The recent reports of the global spread of "gelato parties" have tapped a nostalgic nerve for this ice cream lover. Never a day passed in my many visits to Italy that I didn't push forward to a gelateria counter and scan the large open gelato cylinders that tempted me with countless choices. I usually settled on a pistacchio cono, drifted to a public bench and let the rest of the world pass by unattended by my thoughts.
Italians are very proud of gelato, as well they should be. I've found nothing like it in America, although I'm told gelato is available here and there. Russ Vernon at West Point Market in Akron once told me that he very much wanted to offer the specialty at his place but found the cost of setting up the equipment prohibitive. Our loss!
Gelato recalls to me American ice cream of the more than a half-century ago, when my uncle George would assemble several family members on my grandmother's porch and send me to Sam Samer's Candyland a short walk away to buy Sam's hand-packed pint (15 cents) for each of us.
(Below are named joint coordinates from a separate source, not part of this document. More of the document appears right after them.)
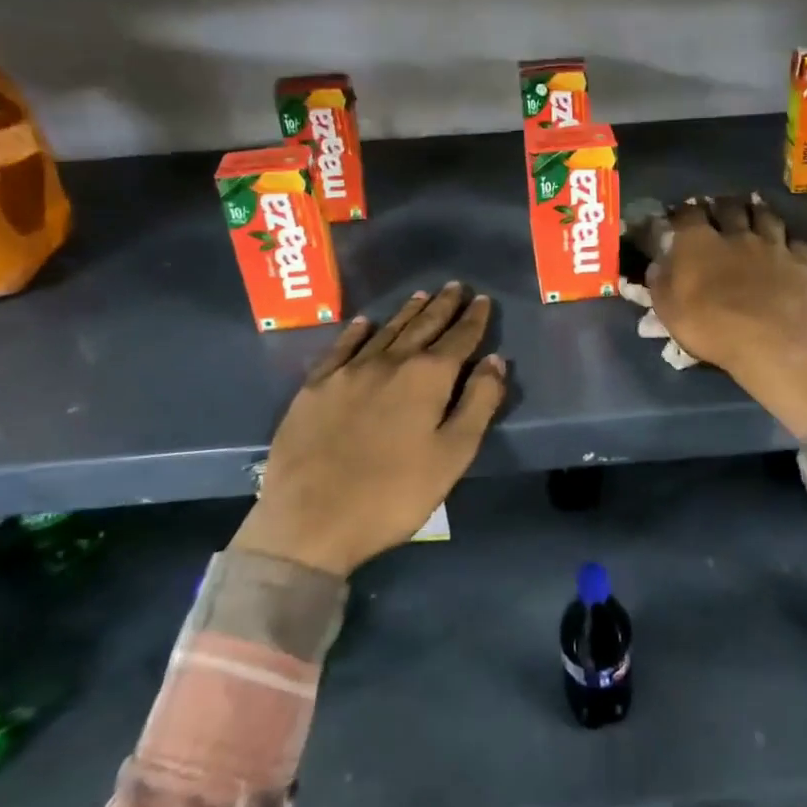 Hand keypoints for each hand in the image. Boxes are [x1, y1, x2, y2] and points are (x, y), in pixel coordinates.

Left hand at [232, 284, 505, 576]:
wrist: (310, 520)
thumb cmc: (393, 494)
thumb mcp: (452, 455)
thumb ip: (478, 404)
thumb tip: (495, 361)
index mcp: (426, 378)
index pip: (458, 339)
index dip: (473, 320)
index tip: (482, 300)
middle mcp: (389, 363)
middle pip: (422, 327)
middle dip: (443, 307)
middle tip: (456, 286)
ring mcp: (347, 372)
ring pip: (385, 332)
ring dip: (407, 313)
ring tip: (422, 296)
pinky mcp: (315, 387)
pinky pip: (341, 347)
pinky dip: (357, 332)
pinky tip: (365, 323)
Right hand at [639, 196, 806, 438]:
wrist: (776, 343)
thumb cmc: (713, 328)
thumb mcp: (670, 311)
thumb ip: (661, 283)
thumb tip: (657, 265)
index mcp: (699, 243)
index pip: (688, 214)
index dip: (684, 213)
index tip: (680, 216)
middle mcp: (737, 235)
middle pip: (730, 208)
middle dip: (722, 206)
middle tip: (719, 209)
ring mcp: (774, 246)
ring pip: (767, 218)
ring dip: (758, 214)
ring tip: (755, 214)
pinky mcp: (803, 263)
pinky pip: (796, 243)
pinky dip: (789, 243)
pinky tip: (788, 249)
Memorable is something called White House cherry,which contained whole cherries!
What makes it so different? Some writers have done the homework and claim it has 35 pct. less air than American ice cream, which allows our makers to swell their offerings it to fill a pint or quart container. Gelato also is said to be made with whole cow's milk from Italian cows eating Italian hillside grass.
But that's getting too technical for me. If you want to try the real thing, I'd advise you to hop on the next plane headed for Italy. (If you're dieting, I won't tell.) Send me a card telling me I wasn't exaggerating. I'll hunt for a "gelato party" - whatever it is - and happily claim another convert.